Faciliter les recherches impliquant l'embryon
Concernant les recherches impliquant l’embryon, 5 propositions sont portées, et notamment l’allongement de la durée de culture de l’embryon, un assouplissement du régime juridique, une autorisation des recherches sur les cellules souches germinales ou encore la levée de l’interdiction de la création d’embryons transgéniques.
Huit propositions portent par ailleurs sur la médecine génomique et les tests génétiques. L’ambition est de garantir à la fois un « droit à la connaissance », mais aussi un « droit à l’ignorance », explique Jean-Louis Touraine. Il est ainsi préconisé de promouvoir la profession de conseiller en génétique pour favoriser la compréhension des données, mais aussi d’étendre les dépistages néonataux « aux maladies pour lesquelles une prise en charge précoce offre un avantage significatif ». Les tests pourraient également être autorisés pour les diagnostics préimplantatoires ou pour les dépistages pré conceptuels dans une logique de prévention des maladies graves.
Vers un comité d'éthique spécifique pour l'IA
Au chapitre des dons des éléments et produits du corps humain, l’idée de créer des chaînes de dons. « Un donneur qui se révèle n’être pas compatible avec un membre de sa famille doit pouvoir donner à une autre famille », détaille Jean-Louis Touraine. La mission préconise également un renforcement de la formation avec la création d’un diplôme.
Treize propositions touchent à l’intelligence artificielle (IA), qualifiée de « sujet numéro un de la bioéthique du futur », par le rapporteur.

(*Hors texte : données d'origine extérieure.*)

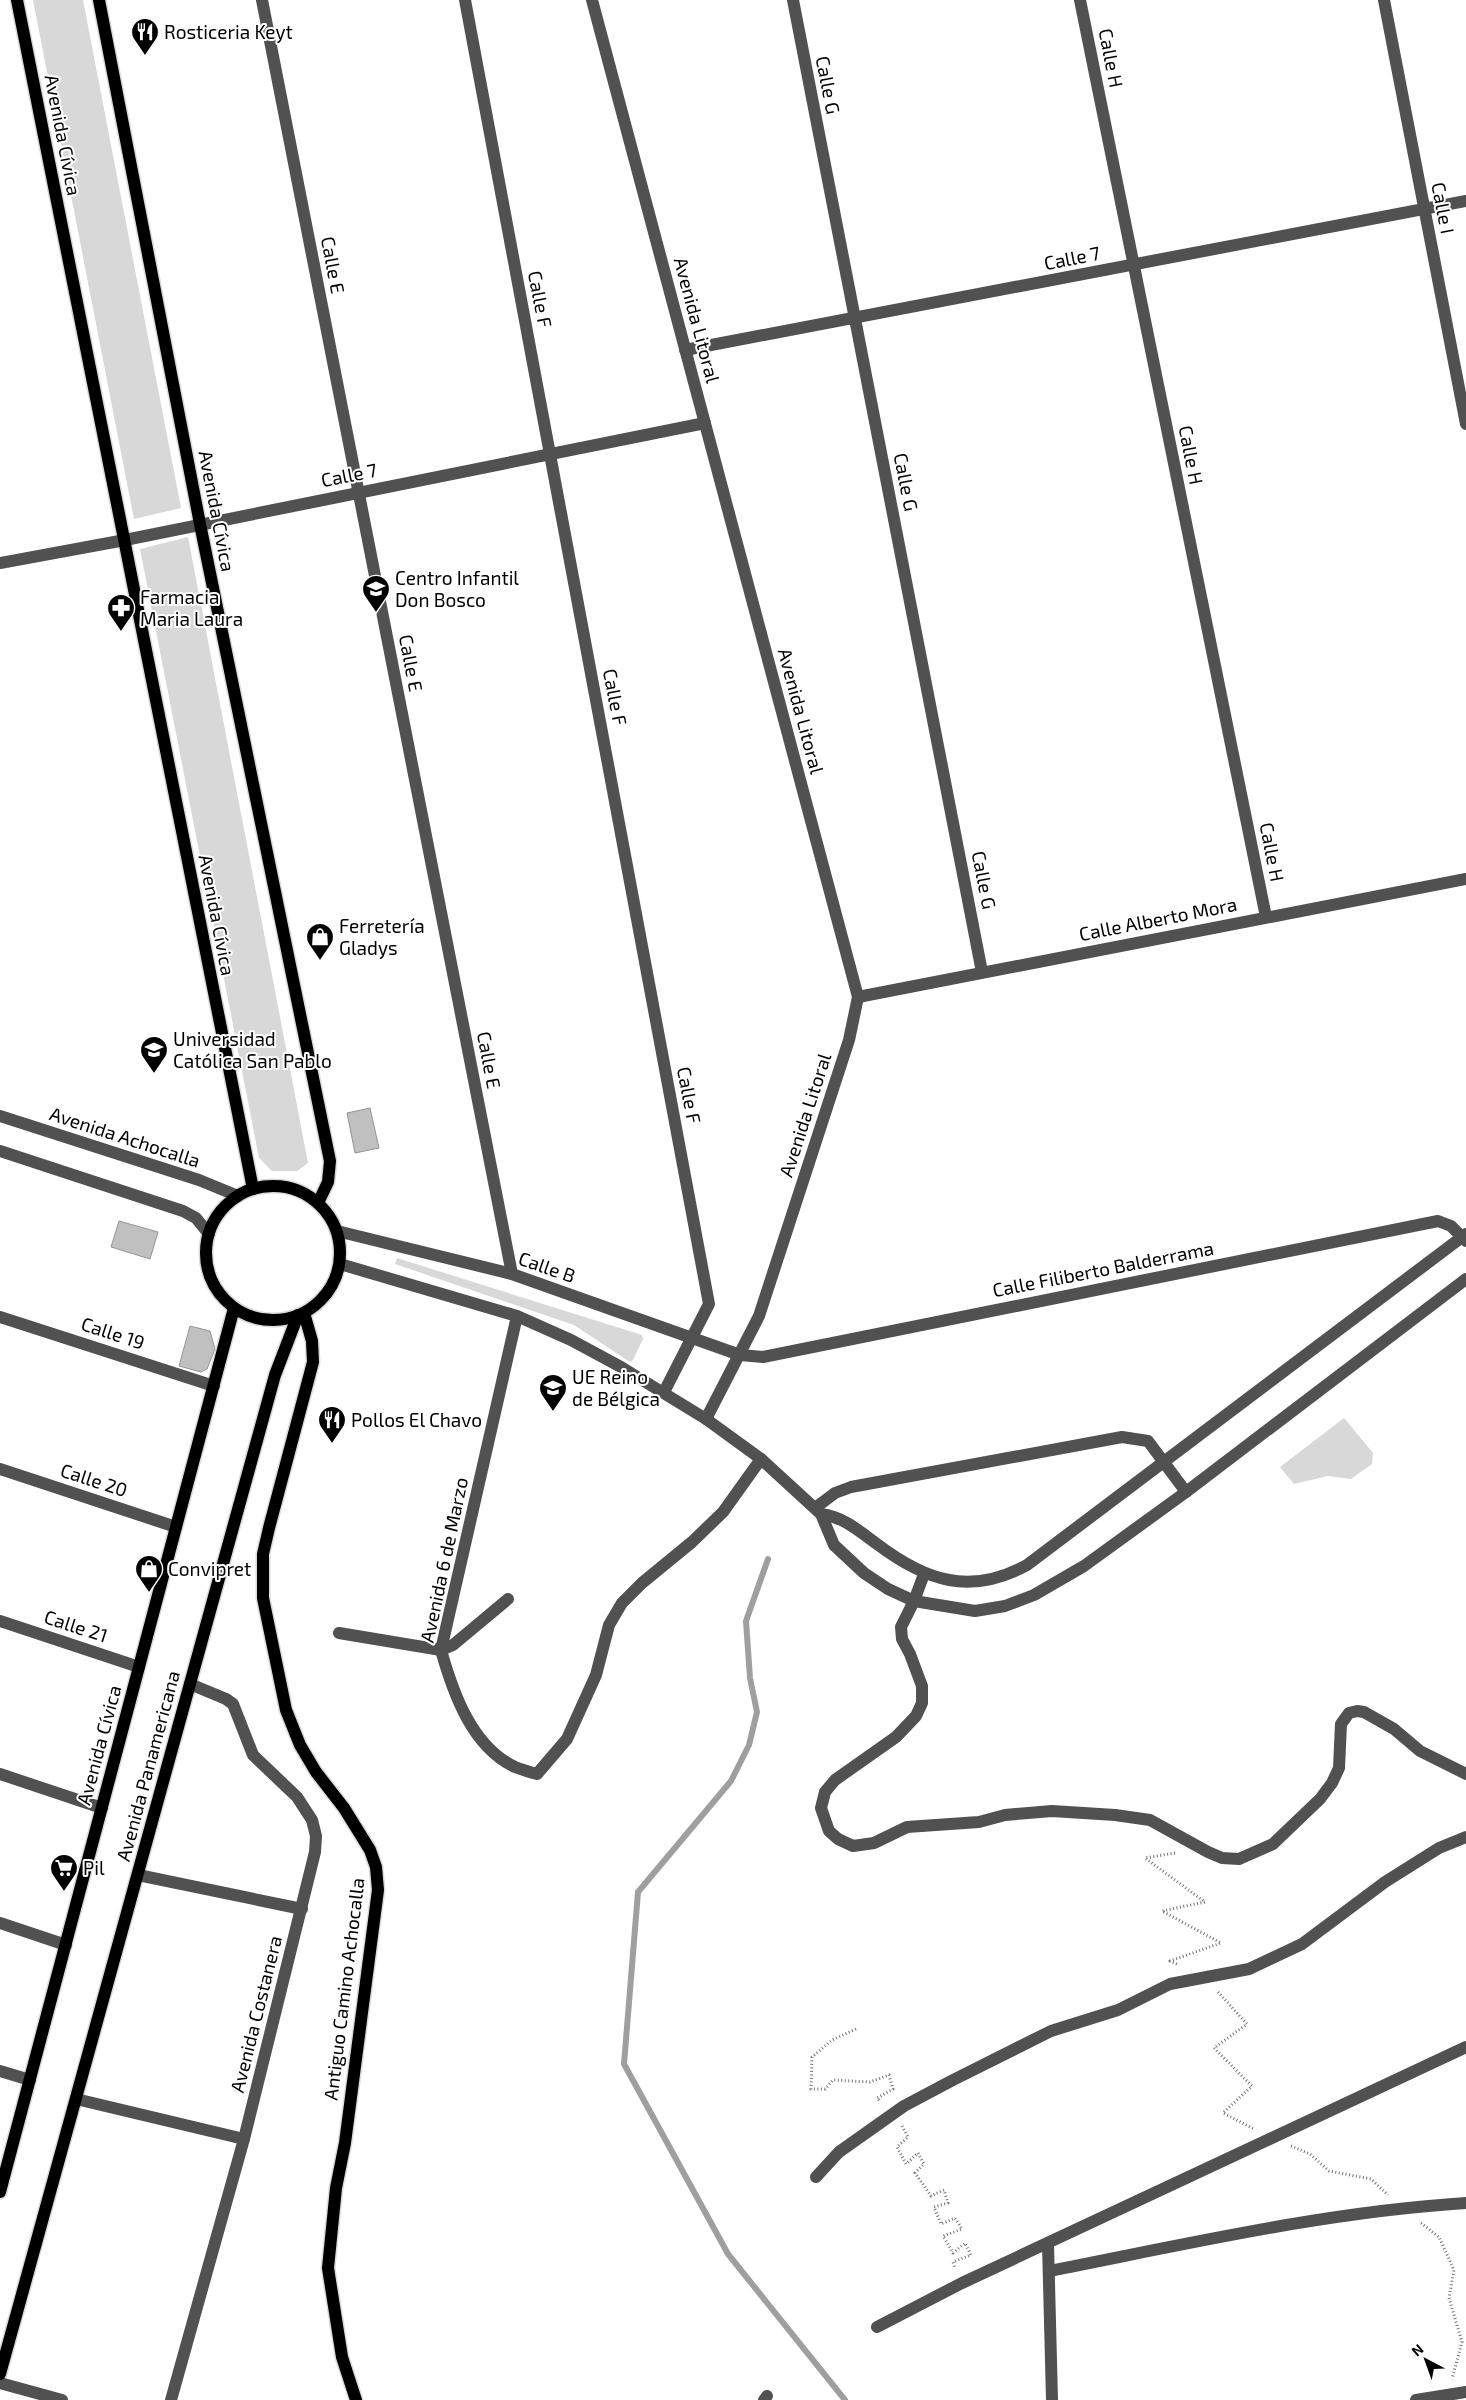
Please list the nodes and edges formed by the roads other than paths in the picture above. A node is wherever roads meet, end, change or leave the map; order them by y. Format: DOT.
graph roads {
  1 [pos="18,0"];
  2 [pos="99,0"];
  3 [pos="262,0"];
  4 [pos="465,0"];
  5 [pos="592,0"];
  6 [pos="793,0"];
  7 [pos="1080,0"];
  8 [pos="1384,0"];
  9 [pos="1466,201"];
  10 [pos="1424,209"];
  11 [pos="1134,265"];
  12 [pos="855,318"];
  13 [pos="685,350"];
  14 [pos="705,424"];
  15 [pos="1466,424"];
  16 [pos="550,456"];
  17 [pos="358,492"];
  18 [pos="200,524"];
  19 [pos="125,540"];
  20 [pos="0,563"];
  21 [pos="1466,879"];
  22 [pos="1266,917"];
  23 [pos="982,972"];
  24 [pos="858,997"];
  25 [pos="0,1116"];
  26 [pos="0,1151"];
  27 [pos="253,1189"];
  28 [pos="238,1196"];
  29 [pos="318,1203"];
  30 [pos="337,1231"];
  31 [pos="209,1234"];
  32 [pos="1465,1237"];
  33 [pos="340,1264"];
  34 [pos="512,1274"];
  35 [pos="1466,1279"];
  36 [pos="234,1308"];
  37 [pos="301,1314"];
  38 [pos="0,1316"];
  39 [pos="517,1316"];
  40 [pos="692,1338"];
  41 [pos="740,1354"];
  42 [pos="214,1386"];
  43 [pos="664,1392"];
  44 [pos="706,1420"];
  45 [pos="761,1460"];
  46 [pos="1164,1462"];
  47 [pos="0,1470"];
  48 [pos="1186,1492"];
  49 [pos="818,1511"];
  50 [pos="176,1527"];
  51 [pos="924,1574"];
  52 [pos="508,1599"];
  53 [pos="914,1601"];
  54 [pos="0,1621"];
  55 [pos="339,1633"];
  56 [pos="442,1650"];
  57 [pos="140,1667"];
  58 [pos="190,1684"];
  59 [pos="0,1774"];
  60 [pos="1466,1774"];
  61 [pos="102,1808"];
  62 [pos="1466,1837"];
  63 [pos="138,1875"];
  64 [pos="302,1909"];
  65 [pos="0,1923"];
  66 [pos="66,1944"];
  67 [pos="1466,2047"];
  68 [pos="0,2071"];
  69 [pos="30,2080"];
  70 [pos="76,2099"];
  71 [pos="244,2139"];
  72 [pos="816,2177"];
  73 [pos="0,2192"];
  74 [pos="1466,2203"];
  75 [pos="1048,2244"];
  76 [pos="1049,2271"];
  77 [pos="877,2327"];
  78 [pos="0,2374"];
  79 [pos="0,2383"];
  80 [pos="1466,2392"];
  81 [pos="1431,2399"];
  82 [pos="62,2400"];
  83 [pos="171,2400"];
  84 [pos="356,2400"];
  85 [pos="1052,2400"];
  86 [pos="1416,2400"];
  1 -- 19 [label="main road, Avenida Cívica"];
  2 -- 18 [label="main road, Avenida Cívica"];
  3 -- 17 [label="street, Calle E"];
  4 -- 16 [label="street, Calle F"];
  5 -- 13 [label="street, Avenida Litoral"];
  6 -- 12 [label="street, Calle G"];
  7 -- 11 [label="street, Calle H"];
  8 -- 10 [label="street, Calle I"];
  9 -- 10 [label="street, Calle 7"];
  10 -- 11 [label="street, Calle 7"];
  10 -- 15 [label="street, Calle I"];
  11 -- 12 [label="street, Calle 7"];
  11 -- 22 [label="street, Calle H"];
  12 -- 13 [label="street, Calle 7"];
  12 -- 23 [label="street, Calle G"];
  13 -- 14 [label="street, Avenida Litoral"];
  14 -- 16 [label="street, Calle 7"];
  14 -- 24 [label="street, Avenida Litoral"];
  16 -- 17 [label="street, Calle 7"];
  16 -- 40 [label="street, Calle F"];
  17 -- 18 [label="street, Calle 7"];
  17 -- 34 [label="street, Calle E"];
  18 -- 19 [label="street, Calle 7"];
  18 -- 29 [label="main road, Avenida Cívica"];
  19 -- 20 [label="street, Calle 7"];
  19 -- 27 [label="main road, Avenida Cívica"];
  21 -- 22 [label="street, Calle Alberto Mora"];
  22 -- 23 [label="street, Calle Alberto Mora"];
  23 -- 24 [label="street, Calle Alberto Mora"];
  24 -- 41 [label="street, Avenida Litoral"];
  25 -- 28 [label="street, Avenida Achocalla"];
  26 -- 31 [label="street"];
  27 -- 28 [label="main road"];
  27 -- 29 [label="main road"];
  28 -- 31 [label="main road"];
  29 -- 30 [label="main road"];
  30 -- 33 [label="main road"];
  30 -- 34 [label="street, Calle B"];
  31 -- 36 [label="main road"];
  32 -- 41 [label="street, Calle Filiberto Balderrama"];
  32 -- 46 [label="street"];
  33 -- 37 [label="main road"];
  33 -- 39 [label="street"];
  34 -- 40 [label="street, Calle B"];
  35 -- 48 [label="street"];
  36 -- 37 [label="main road"];
  36 -- 42 [label="main road, Avenida Cívica"];
  37 -- 58 [label="main road, Avenida Panamericana"];
  37 -- 84 [label="main road, Antiguo Camino Achocalla"];
  38 -- 42 [label="street, Calle 19"];
  39 -- 43 [label="street"];
  39 -- 56 [label="street, Avenida 6 de Marzo"];
  40 -- 41 [label="street, Calle B"];
  40 -- 43 [label="street, Calle F"];
  41 -- 44 [label="street, Avenida Litoral"];
  42 -- 50 [label="main road, Avenida Cívica"];
  43 -- 44 [label="street"];
  44 -- 45 [label="street"];
  45 -- 49 [label="street"];
  45 -- 56 [label="street, Avenida 6 de Marzo"];
  46 -- 48 [label="street"];
  46 -- 49 [label="street"];
  46 -- 51 [label="street"];
  47 -- 50 [label="street, Calle 20"];
  48 -- 53 [label="street"];
  49 -- 51 [label="street"];
  49 -- 53 [label="street"];
  50 -- 57 [label="main road, Avenida Cívica"];
  51 -- 53 [label="street"];
  52 -- 56 [label="street"];
  53 -- 60 [label="street"];
  54 -- 57 [label="street, Calle 21"];
  55 -- 56 [label="street"];
  57 -- 61 [label="main road, Avenida Cívica"];
  58 -- 63 [label="main road, Avenida Panamericana"];
  58 -- 64 [label="street, Avenida Costanera"];
  59 -- 61 [label="street"];
  61 -- 66 [label="main road, Avenida Cívica"];
  62 -- 72 [label="street"];
  63 -- 64 [label="street"];
  63 -- 70 [label="main road, Avenida Panamericana"];
  64 -- 71 [label="street, Avenida Costanera"];
  65 -- 66 [label="street"];
  66 -- 69 [label="main road, Avenida Cívica"];
  67 -- 75 [label="street"];
  68 -- 69 [label="street"];
  69 -- 73 [label="main road, Avenida Cívica"];
  70 -- 71 [label="street"];
  70 -- 78 [label="main road, Avenida Panamericana"];
  71 -- 83 [label="street, Avenida Costanera"];
  74 -- 76 [label="street"];
  75 -- 76 [label="street"];
  75 -- 77 [label="street"];
  76 -- 85 [label="street"];
  79 -- 82 [label="street"];
  80 -- 81 [label="street"];
  81 -- 86 [label="street"];
}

Outre la création d’un comité d’éthique spécifique, d’abord « incubé » au sein du CCNE, la mission recommande le maintien du principe d’une responsabilité du médecin qui, « en l’absence de défaut établi de l’algorithme, ne peut être engagée qu’en cas de faute de sa part ». Autre proposition, introduire un principe législatif de garantie humaine du numérique en santé.
Vers une révision tous les 5 ans ?
Enfin, sept propositions portent sur les modalités de révision de la loi de bioéthique. Prévue tous les 7 ans, cette révision pourrait intervenir tous les 5 ans, soit « une fois à chaque mandat », mais sera toujours précédée de l’organisation d’États généraux. La mission préconise également de créer une délégation permanente à l’Assemblée nationale, chargée de suivre ces questions et de produire un rapport annuel tirant le bilan des révisions précédentes et prenant en compte les questions émergentes, en lien avec les avancées scientifiques.

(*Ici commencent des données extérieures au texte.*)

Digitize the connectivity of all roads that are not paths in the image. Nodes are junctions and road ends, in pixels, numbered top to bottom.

Suite à ces propositions, les ministères concernés (Santé, Justice, Enseignement supérieur et Recherche) proposeront le texte de loi final qui sera débattu par les députés et sénateurs. Les parlementaires et l’exécutif tablent sur une première lecture de ce texte avant la pause estivale des travaux parlementaires. D’ici là, députés et sénateurs se verront proposer la participation à des « séminaires » afin que leur soient présentées les « principales problématiques » du projet de loi, a indiqué le Premier ministre Edouard Philippe.